──────── Task material
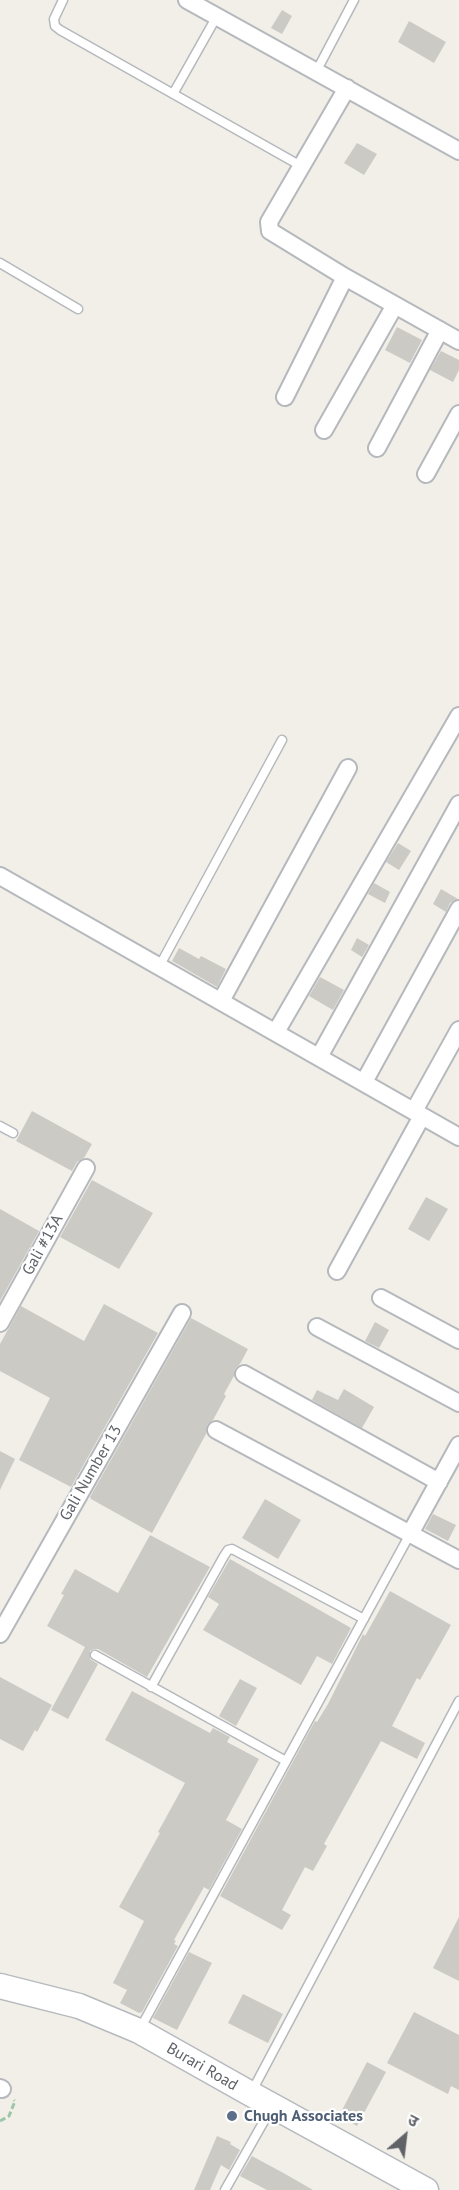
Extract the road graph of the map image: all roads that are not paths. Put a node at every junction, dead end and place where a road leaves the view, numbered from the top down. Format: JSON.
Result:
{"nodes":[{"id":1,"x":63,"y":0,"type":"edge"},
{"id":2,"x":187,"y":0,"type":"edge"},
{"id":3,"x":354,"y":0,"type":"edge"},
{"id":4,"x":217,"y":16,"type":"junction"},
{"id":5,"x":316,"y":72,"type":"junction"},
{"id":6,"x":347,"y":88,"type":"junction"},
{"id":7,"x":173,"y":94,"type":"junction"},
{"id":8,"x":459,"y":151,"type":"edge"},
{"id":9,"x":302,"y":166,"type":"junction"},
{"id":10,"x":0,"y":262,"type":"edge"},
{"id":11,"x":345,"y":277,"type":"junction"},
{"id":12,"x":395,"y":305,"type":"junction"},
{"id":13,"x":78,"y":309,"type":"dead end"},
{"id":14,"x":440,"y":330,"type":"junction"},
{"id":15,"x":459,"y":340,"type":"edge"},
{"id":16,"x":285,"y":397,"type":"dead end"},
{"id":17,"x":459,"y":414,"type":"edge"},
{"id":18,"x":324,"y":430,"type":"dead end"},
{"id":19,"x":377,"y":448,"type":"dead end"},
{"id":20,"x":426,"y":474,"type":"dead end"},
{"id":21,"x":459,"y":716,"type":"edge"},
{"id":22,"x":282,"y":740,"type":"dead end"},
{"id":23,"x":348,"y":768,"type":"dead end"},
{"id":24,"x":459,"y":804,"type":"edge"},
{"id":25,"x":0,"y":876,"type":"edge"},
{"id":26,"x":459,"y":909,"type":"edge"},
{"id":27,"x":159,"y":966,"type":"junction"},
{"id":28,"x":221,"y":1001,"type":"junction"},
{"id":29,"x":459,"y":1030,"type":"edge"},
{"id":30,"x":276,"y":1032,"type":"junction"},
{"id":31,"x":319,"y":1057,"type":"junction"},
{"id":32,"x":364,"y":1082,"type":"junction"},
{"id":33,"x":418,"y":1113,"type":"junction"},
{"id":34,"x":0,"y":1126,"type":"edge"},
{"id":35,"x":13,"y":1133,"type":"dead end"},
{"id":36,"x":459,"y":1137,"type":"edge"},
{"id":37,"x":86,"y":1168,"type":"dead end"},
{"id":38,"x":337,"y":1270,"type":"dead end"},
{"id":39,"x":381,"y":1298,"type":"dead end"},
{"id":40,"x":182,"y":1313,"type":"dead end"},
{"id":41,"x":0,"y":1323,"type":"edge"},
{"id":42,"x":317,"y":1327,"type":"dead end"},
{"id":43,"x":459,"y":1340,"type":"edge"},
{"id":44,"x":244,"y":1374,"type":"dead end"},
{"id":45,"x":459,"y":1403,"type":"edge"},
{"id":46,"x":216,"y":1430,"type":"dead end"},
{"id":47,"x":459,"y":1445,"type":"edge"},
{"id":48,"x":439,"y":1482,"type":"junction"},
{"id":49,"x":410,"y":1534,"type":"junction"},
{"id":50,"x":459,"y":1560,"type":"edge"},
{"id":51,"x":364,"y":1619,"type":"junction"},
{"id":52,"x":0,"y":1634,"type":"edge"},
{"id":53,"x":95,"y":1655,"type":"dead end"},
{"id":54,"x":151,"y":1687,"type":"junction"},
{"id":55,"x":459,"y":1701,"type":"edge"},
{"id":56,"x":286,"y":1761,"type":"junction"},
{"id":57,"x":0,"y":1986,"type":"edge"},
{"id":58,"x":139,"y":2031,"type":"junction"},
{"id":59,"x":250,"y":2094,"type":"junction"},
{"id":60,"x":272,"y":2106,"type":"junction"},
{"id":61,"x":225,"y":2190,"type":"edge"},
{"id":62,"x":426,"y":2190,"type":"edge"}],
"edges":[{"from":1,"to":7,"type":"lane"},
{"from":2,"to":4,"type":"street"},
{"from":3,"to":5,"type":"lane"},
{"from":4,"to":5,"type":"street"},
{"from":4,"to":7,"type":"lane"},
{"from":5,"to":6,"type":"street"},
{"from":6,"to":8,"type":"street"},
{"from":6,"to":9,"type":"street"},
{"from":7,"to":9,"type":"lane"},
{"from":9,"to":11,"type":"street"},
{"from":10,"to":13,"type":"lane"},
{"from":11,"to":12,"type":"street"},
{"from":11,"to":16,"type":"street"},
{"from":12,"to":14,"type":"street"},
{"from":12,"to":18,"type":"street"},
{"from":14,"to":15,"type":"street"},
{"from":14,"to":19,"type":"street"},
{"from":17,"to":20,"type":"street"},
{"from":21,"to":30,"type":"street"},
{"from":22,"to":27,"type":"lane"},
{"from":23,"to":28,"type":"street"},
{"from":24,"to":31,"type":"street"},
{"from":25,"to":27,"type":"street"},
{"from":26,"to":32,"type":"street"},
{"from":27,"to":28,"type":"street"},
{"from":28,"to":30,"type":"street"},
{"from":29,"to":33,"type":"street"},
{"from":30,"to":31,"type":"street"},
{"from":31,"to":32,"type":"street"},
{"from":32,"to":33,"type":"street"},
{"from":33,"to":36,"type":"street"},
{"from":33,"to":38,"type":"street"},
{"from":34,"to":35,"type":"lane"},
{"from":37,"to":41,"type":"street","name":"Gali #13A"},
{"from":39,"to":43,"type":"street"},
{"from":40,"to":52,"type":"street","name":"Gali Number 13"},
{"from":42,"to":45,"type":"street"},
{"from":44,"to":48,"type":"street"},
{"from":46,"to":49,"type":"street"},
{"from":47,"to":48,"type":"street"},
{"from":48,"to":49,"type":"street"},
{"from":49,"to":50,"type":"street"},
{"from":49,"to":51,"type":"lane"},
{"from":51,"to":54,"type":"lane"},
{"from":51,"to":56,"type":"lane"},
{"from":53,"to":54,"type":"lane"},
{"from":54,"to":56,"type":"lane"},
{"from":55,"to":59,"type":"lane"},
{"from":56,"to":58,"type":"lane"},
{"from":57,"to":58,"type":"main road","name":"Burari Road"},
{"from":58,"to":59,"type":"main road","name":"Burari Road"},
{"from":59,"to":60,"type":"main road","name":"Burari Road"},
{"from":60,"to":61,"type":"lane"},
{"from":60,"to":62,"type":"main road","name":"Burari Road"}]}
────────────────
◆ **Problem details**: I need each line of the entries that holds the string "name" located and copied.

◆ **Task response**:
{"from":37,"to":41,"type":"street","name":"Gali #13A"},
{"from":40,"to":52,"type":"street","name":"Gali Number 13"},
{"from":57,"to":58,"type":"main road","name":"Burari Road"},
{"from":58,"to":59,"type":"main road","name":"Burari Road"},
{"from":59,"to":60,"type":"main road","name":"Burari Road"},
{"from":60,"to":62,"type":"main road","name":"Burari Road"}]}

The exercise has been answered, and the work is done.